Saturday, August 01, 2015

Searching for Pict Stones and Finding Leith Hall

We were greeted by two Bengal cats and their dog when we arrived at the Rhynie Stones carpark.
A little background on the Picts and their stones, for those who only know them from the movies, from the Pictish Stone Trail brochure we were given by Bruce the Aberdeenshire archaeologist:
"The origin of the Picts can be found in the tribal society of the Iron Age.
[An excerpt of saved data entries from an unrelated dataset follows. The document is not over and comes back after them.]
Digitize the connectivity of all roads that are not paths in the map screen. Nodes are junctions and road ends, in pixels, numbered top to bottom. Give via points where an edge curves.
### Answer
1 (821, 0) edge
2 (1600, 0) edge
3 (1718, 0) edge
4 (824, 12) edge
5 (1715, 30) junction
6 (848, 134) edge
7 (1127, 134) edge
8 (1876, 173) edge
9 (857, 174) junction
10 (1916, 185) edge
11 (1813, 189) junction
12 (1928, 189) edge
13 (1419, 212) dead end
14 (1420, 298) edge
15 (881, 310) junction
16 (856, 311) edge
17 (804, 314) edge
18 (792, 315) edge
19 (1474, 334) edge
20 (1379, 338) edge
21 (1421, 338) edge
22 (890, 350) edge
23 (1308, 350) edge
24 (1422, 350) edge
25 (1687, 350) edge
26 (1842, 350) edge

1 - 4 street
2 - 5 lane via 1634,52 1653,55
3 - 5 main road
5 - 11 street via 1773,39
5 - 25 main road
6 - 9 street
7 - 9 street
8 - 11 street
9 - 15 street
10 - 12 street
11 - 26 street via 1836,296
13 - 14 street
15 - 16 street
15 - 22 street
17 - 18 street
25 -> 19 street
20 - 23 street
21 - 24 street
They lived in Scotland, North of the Forth and Clyde rivers, between the 4th and 9th Centuries AD, with a particularly strong presence in what is now Aberdeenshire.  They acquired the Pict, or Picti, Meaning "Painted People" from the Romans-indeed, much of what is known of the Picts is derived from Historical writers from Outside of Scotland as they left no written records of their own."
"The Picts are renowned for their elaborate and ornate artwork, which take a variety of forms.  Best known are the large carved Symbol Stones, decorated with geometric, animal and in the later period, Christian motifs."
Class I stone from Rhynie, incised with a beast, comb and part of an arch.
The stones are classified by age and style of stone and carvings.  Class I: 6 to 8 AD. Unworked stone or boulder, incised with non-Christian symbols.  Class II: 8 to 9 AD. Usually shaped stones decorated with a cross and symbols both Pictish and Christian.  Class III:  8 to 9 AD. Shaped stones decorated with Christian motifs with no uniquely Pictish symbols; including cross-slabs, gravemarkers and free-standing crosses.
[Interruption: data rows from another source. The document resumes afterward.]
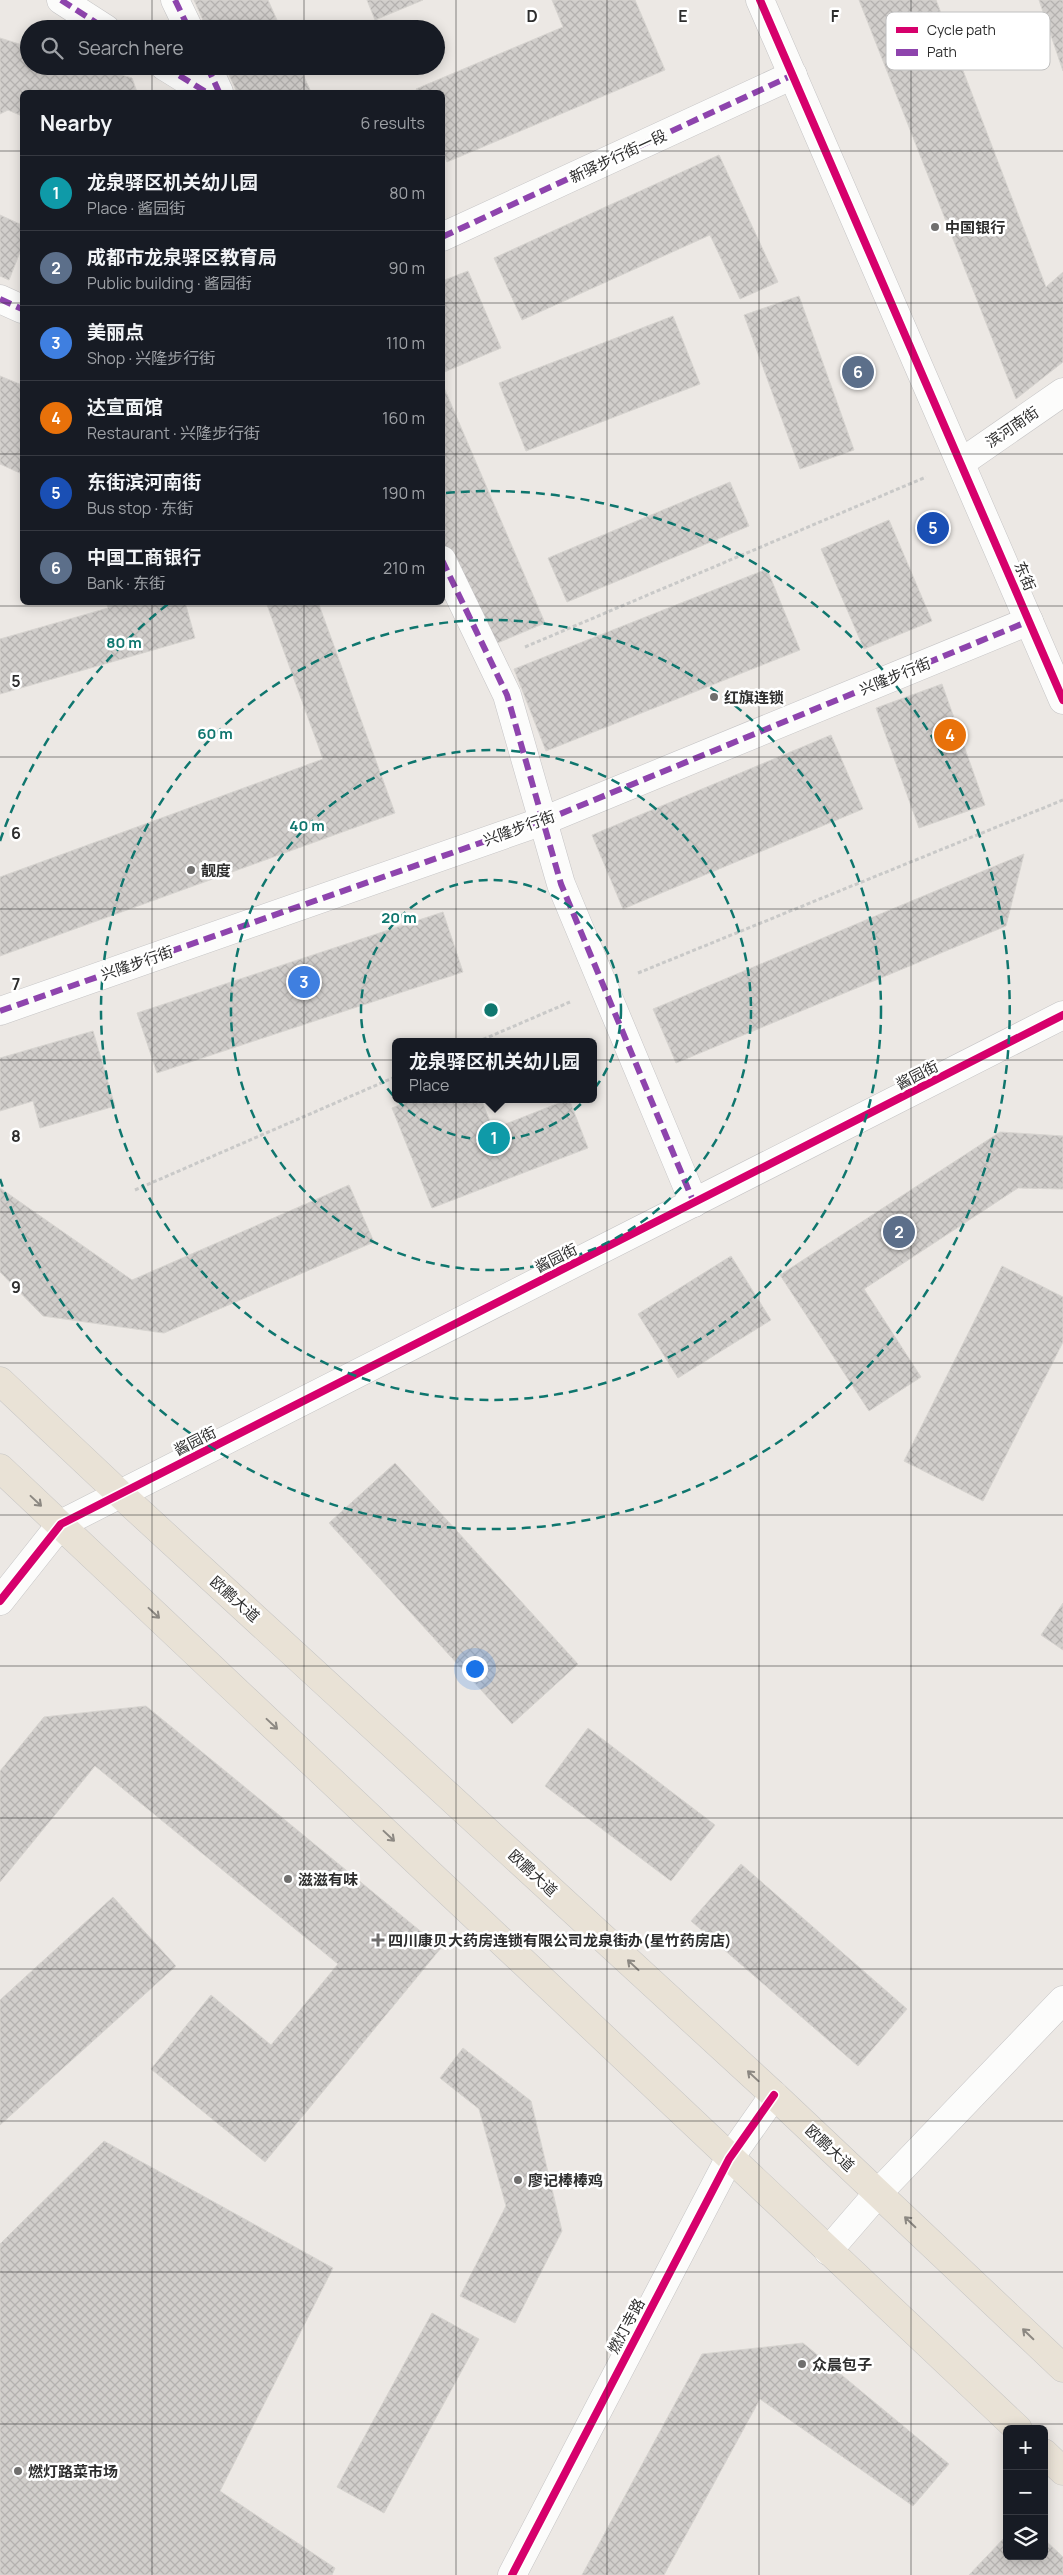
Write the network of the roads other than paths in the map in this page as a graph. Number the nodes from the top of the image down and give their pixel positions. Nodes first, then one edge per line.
1 (60, 0) edge
2 (175, 0) edge
3 (760, 0) edge
4 (92, 20) edge
5 (185, 20) edge
6 (179, 75) edge
7 (211, 75) edge
8 (793, 75) junction
9 (203, 90) edge
10 (218, 90) edge
11 (445, 236) edge
12 (0, 299) edge
13 (20, 308) edge
14 (1063, 392) edge
15 (962, 462) junction
16 (445, 566) edge
17 (1030, 621) junction
18 (1063, 700) edge
19 (543, 820) junction
20 (0, 1011) edge
21 (1063, 1015) edge
22 (694, 1204) junction
23 (0, 1380) edge
24 (0, 1468) edge
25 (120, 1494) junction
26 (61, 1524) junction
27 (0, 1601) edge
28 (1063, 2000) edge
29 (774, 2095) junction
30 (729, 2159) junction
31 (879, 2192) junction
32 (828, 2251) junction
33 (1063, 2368) edge
34 (1014, 2425) edge
35 (1048, 2457) edge
36 (1063, 2471) edge
37 (512, 2575) edge

1 - 4 street
2 - 5 street
3 - 8 street, 东街
6 - 9 street
7 - 10 street
8 - 11 street, 新驿步行街一段
8 - 15 street, 东街
12 - 13 street
14 - 15 street, 滨河南街
15 - 17 street, 东街
16 - 19 street
17 - 18 street, 东街
17 - 19 street, 兴隆步行街
19 - 20 street, 兴隆步行街
19 - 22 street
21 - 22 street, 酱园街
22 - 25 street, 酱园街
23 - 25 highway, 欧鹏大道
24 -> 26 highway
25 - 26 street, 酱园街
29 -> 25 highway, 欧鹏大道
26 - 27 street
26 -> 30 highway
28 - 31 street
29 - 30 street, 燃灯寺路
29 - 31 highway, 欧鹏大道
30 - 32 highway
30 - 37 street, 燃灯寺路
31 - 32 street
33 -> 31 highway, 欧鹏大道
32 - 34 highway
35 - 36 highway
Drawing of one of the Class II stones.

What we were able to see.  Glad there was an illustration.
The village of Rhynie, where Rhynie Man was found, was a center for the Picts.  The farmers have found several stones while tilling.  Three are displayed near the old churchyard, while two are in the town center.
Brandsbutt Class I stone has been restored after being broken up by explosives.
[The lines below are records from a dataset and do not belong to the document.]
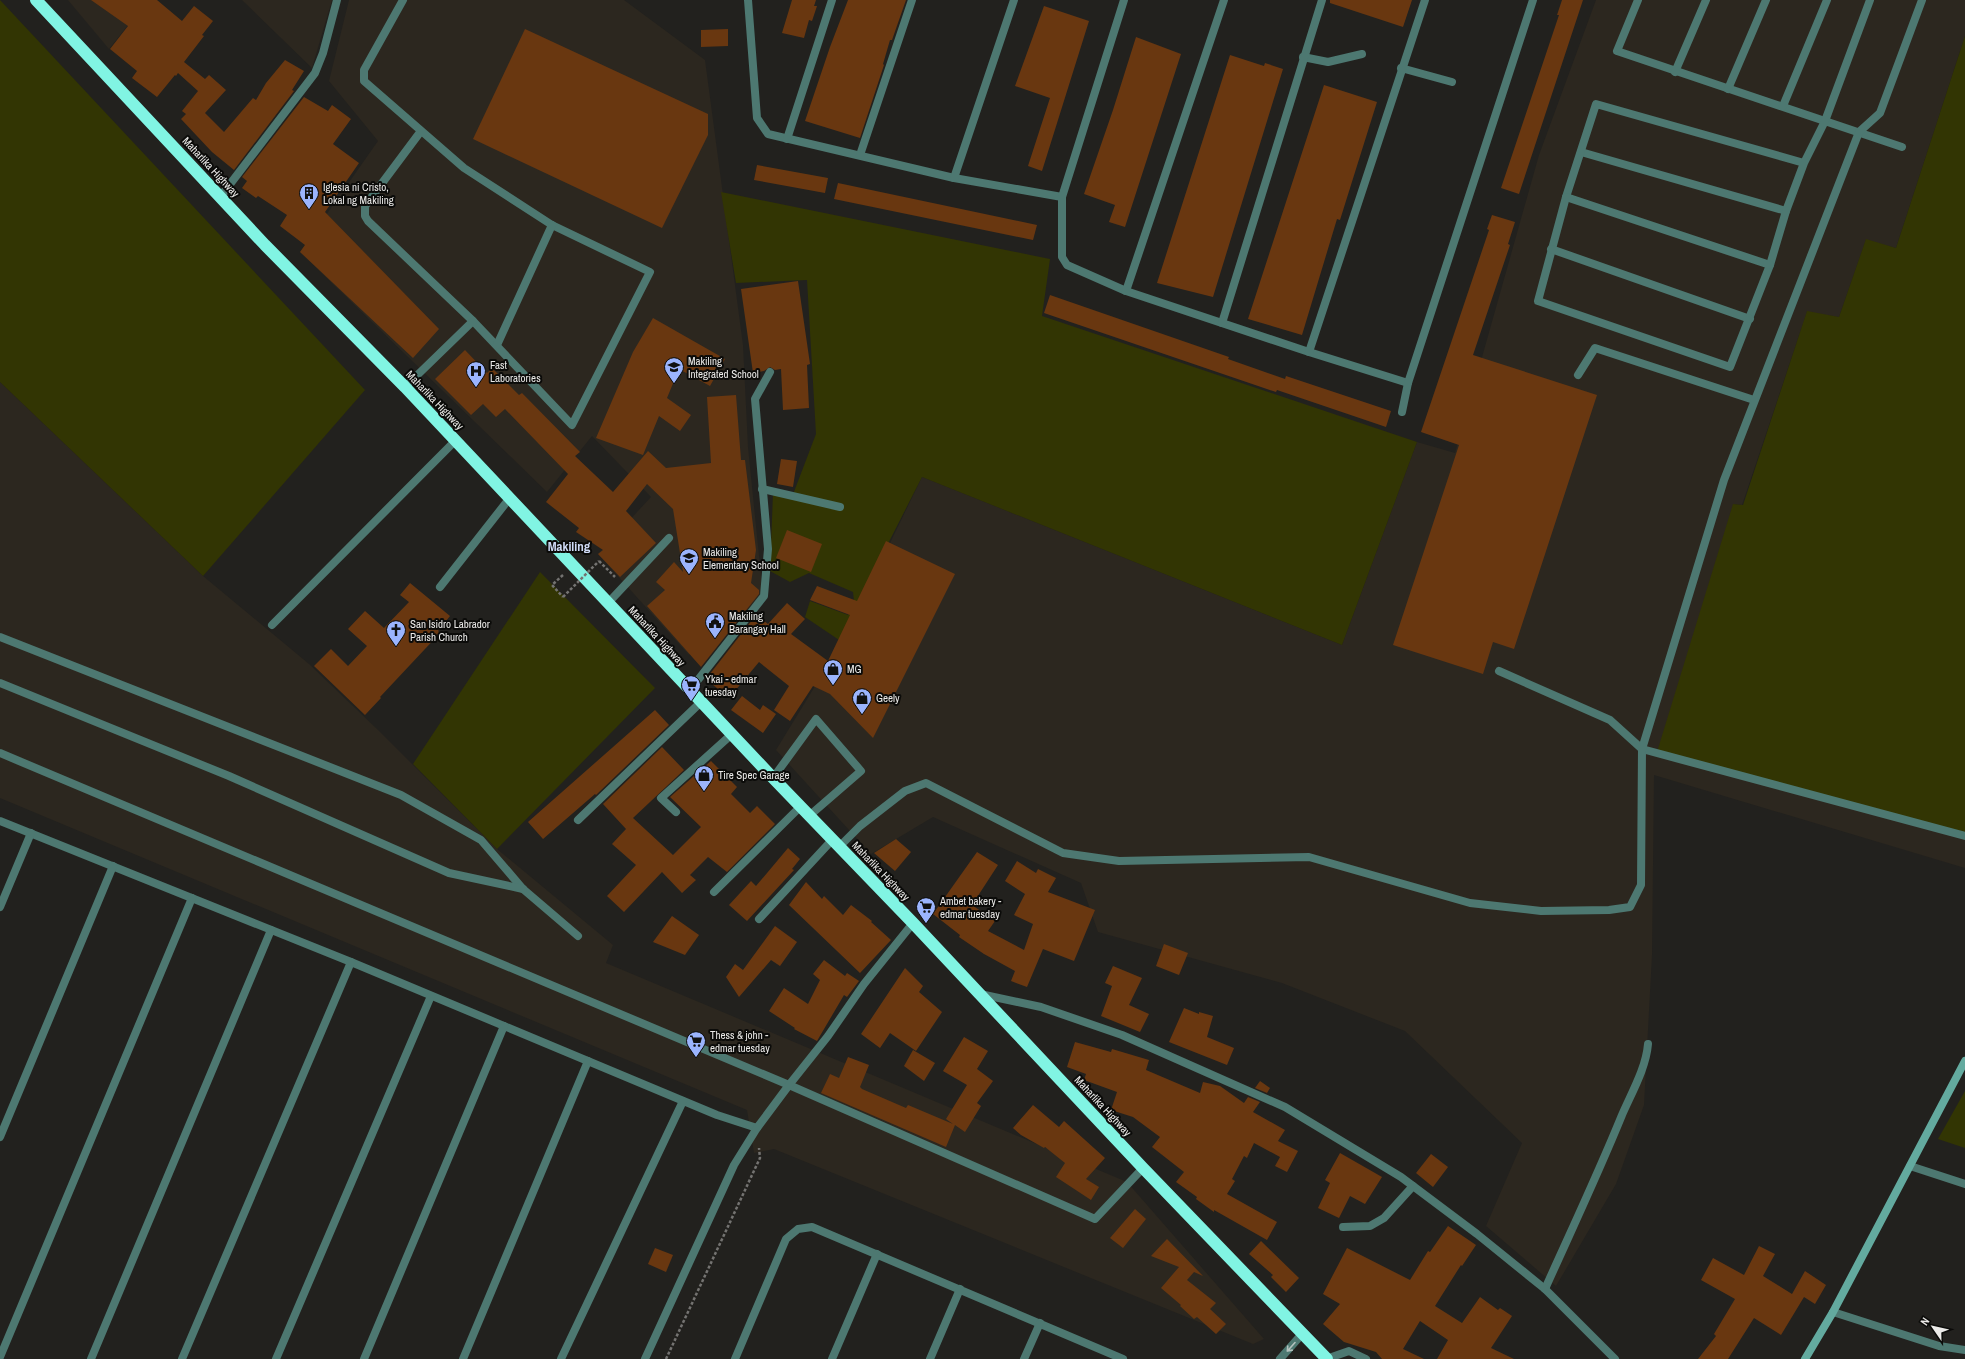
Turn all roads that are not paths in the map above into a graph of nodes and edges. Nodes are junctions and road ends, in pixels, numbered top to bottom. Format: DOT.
graph roads {
  1 [pos="36,0"];
  2 [pos="337,0"];
  3 [pos="403,0"];
  4 [pos="748,0"];
  5 [pos="832,0"];
  6 [pos="912,0"];
  7 [pos="1014,0"];
  8 [pos="1124,0"];
  9 [pos="1224,0"];
  10 [pos="1322,0"];
  11 [pos="1425,0"];
  12 [pos="1533,0"];
  13 [pos="1638,0"];
  14 [pos="1706,0"];
  15 [pos="1766,0"];
  16 [pos="1827,0"];
  17 [pos="1870,0"];
  18 [pos="1922,0"];
  19 [pos="1362,54"];
  20 [pos="1303,57"];
  21 [pos="1401,68"];
  22 [pos="1676,72"];
  23 [pos="1452,82"];
  24 [pos="1728,89"];
  25 [pos="1783,106"];
  26 [pos="1824,121"];
  27 [pos="421,131"];
  28 [pos="1859,132"];
  29 [pos="787,139"];
  30 [pos="1902,147"];
  31 [pos="1581,152"];
  32 [pos="860,155"];
  33 [pos="1804,163"];
  34 [pos="954,178"];
  35 [pos="221,196"];
  36 [pos="1062,197"];
  37 [pos="1566,197"];
  38 [pos="1786,211"];
  39 [pos="552,225"];
  40 [pos="1551,249"];
  41 [pos="1770,265"];
  42 [pos="1126,291"];
  43 [pos="1750,319"];
  44 [pos="473,321"];
  45 [pos="1222,323"];
  46 [pos="497,345"];
  47 [pos="1309,352"];
  48 [pos="770,372"];
  49 [pos="1578,375"];
  50 [pos="1408,383"];
  51 [pos="405,387"];
  52 [pos="1754,400"];
  53 [pos="1402,412"];
  54 [pos="456,440"];
  55 [pos="762,489"];
  56 [pos="510,499"];
  57 [pos="840,507"];
  58 [pos="669,538"];
  59 [pos="440,587"];
  60 [pos="608,603"];
  61 [pos="272,624"];
  62 [pos="0,637"];
  63 [pos="1499,671"];
  64 [pos="0,683"];
  65 [pos="690,690"];
  66 [pos="702,702"];
  67 [pos="732,734"];
  68 [pos="1642,749"];
  69 [pos="0,753"];
  70 [pos="773,778"];
  71 [pos="801,806"];
  72 [pos="676,812"];
  73 [pos="810,816"];
  74 [pos="578,820"];
  75 [pos="0,821"];
  76 [pos="31,833"];
  77 [pos="1965,836"];
  78 [pos="836,843"];
  79 [pos="113,866"];
  80 [pos="523,889"];
  81 [pos="714,892"];
  82 [pos="192,898"];
  83 [pos="0,907"];
  84 [pos="759,919"];
  85 [pos="913,923"];
  86 [pos="270,930"];
  87 [pos="578,936"];
  88 [pos="350,962"];
  89 [pos="979,994"];
  90 [pos="431,996"];
  91 [pos="504,1026"];
  92 [pos="1648,1044"];
  93 [pos="588,1061"];
  94 [pos="1965,1061"];
  95 [pos="789,1085"];
  96 [pos="683,1101"];
  97 [pos="757,1128"];
  98 [pos="0,1137"];
  99 [pos="1910,1166"];
  100 [pos="1143,1168"];
  101 [pos="1965,1184"];
  102 [pos="1413,1186"];
  103 [pos="1343,1227"];
  104 [pos="877,1254"];
  105 [pos="960,1289"];
  106 [pos="1544,1289"];
  107 [pos="1833,1312"];
  108 [pos="1040,1323"];
  109 [pos="1302,1334"];
  110 [pos="1965,1350"];
  111 [pos="0,1357"];
  112 [pos="91,1359"];
  113 [pos="182,1359"];
  114 [pos="276,1359"];
  115 [pos="364,1359"];
  116 [pos="463,1359"];
  117 [pos="561,1359"];
  118 [pos="645,1359"];
  119 [pos="735,1359"];
  120 [pos="832,1359"];
  121 [pos="930,1359"];
  122 [pos="1024,1359"];
  123 [pos="1123,1359"];
  124 [pos="1280,1359"];
  125 [pos="1326,1359"];
  126 [pos="1366,1359"];
  127 [pos="1615,1359"];
  128 [pos="1805,1359"];
  1 -- 35 [label="highway, Maharlika Highway"];
  2 -- 35 [label="street"];
  3 -- 27 [label="street"];
  4 -- 29 [label="street"];
  5 -- 29 [label="street"];
  6 -- 32 [label="street"];
  7 -- 34 [label="street"];
  8 -- 36 [label="street"];
  9 -- 42 [label="street"];
  10 -- 20 [label="street"];
  11 -- 21 [label="street"];
  12 -- 50 [label="street"];
  13 -- 22 [label="street"];
  14 -- 22 [label="street"];
  15 -- 24 [label="street"];
  16 -- 25 [label="street"];
  17 -- 26 [label="street"];
  18 -- 28 [label="street"];
  19 -- 20 [label="street"];
  20 -- 45 [label="street"];
  21 -- 23 [label="street"];
  21 -- 47 [label="street"];
  22 -- 24 [label="street"];
  24 -- 25 [label="street"];
  25 -- 26 [label="street"];
  26 -- 28 [label="street"];
  26 -- 33 [label="street"];
  27 -- 39 [label="street"];
  27 -- 44 [label="street"];
  28 -- 30 [label="street"];
  28 -- 52 [label="street"];
  29 -- 32 [label="street"];
  31 -- 33 [label="street"];
  31 -- 37 [label="street"];
  31 -- 38 [label="street"];
  32 -- 34 [label="street"];
  33 -- 38 [label="street"];
  34 -- 36 [label="street"];
  35 -- 51 [label="highway, Maharlika Highway"];
  36 -- 42 [label="street"];
  37 -- 40 [label="street"];
  37 -- 41 [label="street"];
  38 -- 41 [label="street"];
  39 -- 46 [label="street"];
  39 -- 46 [label="street"];
  40 -- 43 [label="street"];
  40 -- 43 [label="street"];
  41 -- 43 [label="street"];
  42 -- 45 [label="street"];
  44 -- 46 [label="street"];
  44 -- 51 [label="street"];
  45 -- 47 [label="street"];
  47 -- 50 [label="street"];
  48 -- 55 [label="street"];
  49 -- 52 [label="street"];
  50 -- 53 [label="street"];
  51 -- 54 [label="highway, Maharlika Highway"];
  52 -- 68 [label="street"];
  54 -- 56 [label="highway, Maharlika Highway"];
  54 -- 61 [label="street"];
  55 -- 57 [label="street"];
  55 -- 65 [label="street"];
  56 -- 59 [label="street"];
  56 -- 60 [label="highway, Maharlika Highway"];
  58 -- 60 [label="street"];
  60 -- 65 [label="highway, Maharlika Highway"];
  62 -- 80 [label="street"];
  63 -- 68 [label="street"];
  64 -- 80 [label="street"];
  65 -- 66 [label="highway, Maharlika Highway"];
  66 -- 67 [label="highway, Maharlika Highway"];
  66 -- 74 [label="street"];
  67 -- 70 [label="highway, Maharlika Highway"];
  67 -- 72 [label="street"];
  68 -- 77 [label="street"];
  68 -- 78 [label="street"];
  69 -- 95 [label="street"];
  70 -- 71 [label="highway, Maharlika Highway"];
  70 -- 73 [label="street"];
  71 -- 73 [label="highway, Maharlika Highway"];
  71 -- 81 [label="street"];
  73 -- 78 [label="highway, Maharlika Highway"];
  75 -- 76 [label="street"];
  76 -- 79 [label="street"];
  76 -- 83 [label="street"];
  78 -- 84 [label="street"];
  78 -- 85 [label="highway, Maharlika Highway"];
  79 -- 82 [label="street"];
  79 -- 98 [label="street"];
  80 -- 87 [label="street"];
  82 -- 86 [label="street"];
  82 -- 111 [label="street"];
  85 -- 89 [label="highway, Maharlika Highway"];
  85 -- 95 [label="street"];
  86 -- 88 [label="street"];
  86 -- 112 [label="street"];
  88 -- 90 [label="street"];
  88 -- 113 [label="street"];
  89 -- 100 [label="highway, Maharlika Highway"];
  89 -- 102 [label="street"];
  90 -- 91 [label="street"];
  90 -- 114 [label="street"];
  91 -- 93 [label="street"];
  91 -- 115 [label="street"];
  92 -- 106 [label="street"];
  93 -- 96 [label="street"];
  93 -- 116 [label="street"];
  94 -- 99 [label="street"];
  95 -- 97 [label="street"];
  95 -- 100 [label="street"];
  96 -- 97 [label="street"];
  96 -- 117 [label="street"];
  97 -- 118 [label="street"];
  99 -- 101 [label="street"];
  99 -- 107 [label="street"];
  100 -- 109 [label="highway, Maharlika Highway"];
  102 -- 103 [label="street"];
  102 -- 106 [label="street"];
  104 -- 105 [label="street"];
  104 -- 119 [label="street"];
  104 -- 120 [label="street"];
  105 -- 108 [label="street"];
  105 -- 121 [label="street"];
  106 -- 127 [label="street"];
  107 -- 110 [label="street"];
  107 -- 128 [label="street"];
  108 -- 122 [label="street"];
  108 -- 123 [label="street"];
  109 -- 124 [label="street, one-way"];
  109 -- 125 [label="highway, Maharlika Highway"];
  125 -- 126 [label="street"];
}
The guide took us to several different stones, some in fields, which we hiked out to see, and one the church yard at Kintore and in a small neighborhood park.  Glad we had postal codes and a GPS.
Leith Hall
While driving to our next stone, we stumbled across Leith Hall.  It was on our list of places to visit, we just didn't realize it would be today.  Turns out they have three Pictish stones in their garden.  As it was starting to sprinkle, we decided to stop and visit the house.
Family coat of arms over an entrance.
The house is shown by guided tour, which we had just missed, so we thought we'd look at the gardens until the next one.  The rain had picked up, so we ate our lunch in the car to wait it out.  It slowed down enough for us to start out for the gardens, but then it came back again, eventually turning into a downpour.  We made a run for the house!
Bill took this picture while we were standing under trees to stay dry during a rain storm.  After the rain switched to a downpour, we ran to the Hall.
The guided tour was informative and fun!  Our guide was an older woman, with a delightful Scottish lilt in her voice.  Some of it was a bit hard to understand, but we did figure it out.  There was a family from Austria on the tour, too.  We translated for them, too; cutlery is knives, forks and spoons.

The house had been owned by the same family since being built in 1650, but in 1939 both the father and son died, one of natural causes, the other in motorcycle wreck while in the army.  Their wife and mother kept the estate going through the war, and in 1945 gave it to the NTS with the stipulation she could remain living in the house until her death in 1965.  During her last 20 years, she wrote the history of the family and helped catalogue all the possessions, so now it provides a glimpse into the middle-ranking gentry and insights into the Leith-Hay family.  We were very pleased to have stopped, plus the rain had let up so we could continue our hunt for Pictish stones.

The Moon Gate in the garden at Leith Hall.